* **Excerpted data**:
○ ○ ○
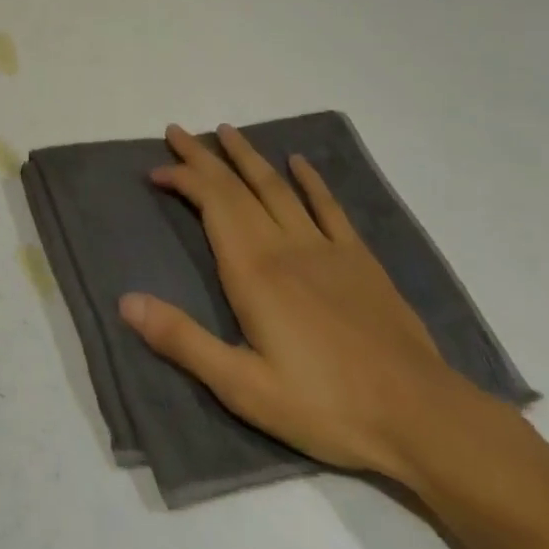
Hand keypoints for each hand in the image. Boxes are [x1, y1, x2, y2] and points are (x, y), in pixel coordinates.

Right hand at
○ ○ ○
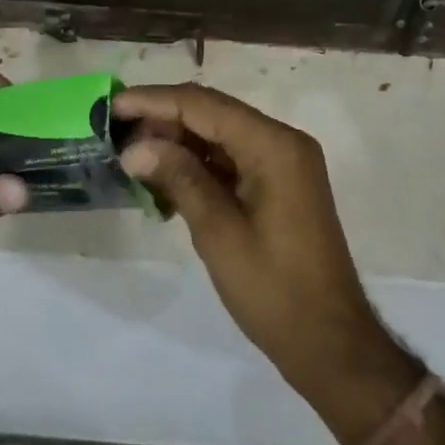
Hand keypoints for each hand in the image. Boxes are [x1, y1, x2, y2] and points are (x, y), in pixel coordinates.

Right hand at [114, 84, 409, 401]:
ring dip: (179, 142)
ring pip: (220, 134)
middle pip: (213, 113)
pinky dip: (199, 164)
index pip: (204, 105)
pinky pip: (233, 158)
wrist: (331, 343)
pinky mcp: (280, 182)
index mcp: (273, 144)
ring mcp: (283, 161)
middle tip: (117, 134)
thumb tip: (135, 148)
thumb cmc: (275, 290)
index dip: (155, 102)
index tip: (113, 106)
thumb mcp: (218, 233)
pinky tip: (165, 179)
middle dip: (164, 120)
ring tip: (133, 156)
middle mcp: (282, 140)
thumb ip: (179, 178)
○ ○ ○
Using the records above, write out exactly the lines between the one holding "thumb tip: (135, 148)" and the one holding "thumb ip: (179, 178)", inclusive; leave everything else out.

* **Exercise result**:
thumb tip: (135, 148)
thumb cmc: (275, 290)
index dip: (155, 102)
index tip: (113, 106)
thumb mcp: (218, 233)
pinky tip: (165, 179)
middle dip: (164, 120)
ring tip: (133, 156)
middle mcp: (282, 140)
thumb ip: (179, 178)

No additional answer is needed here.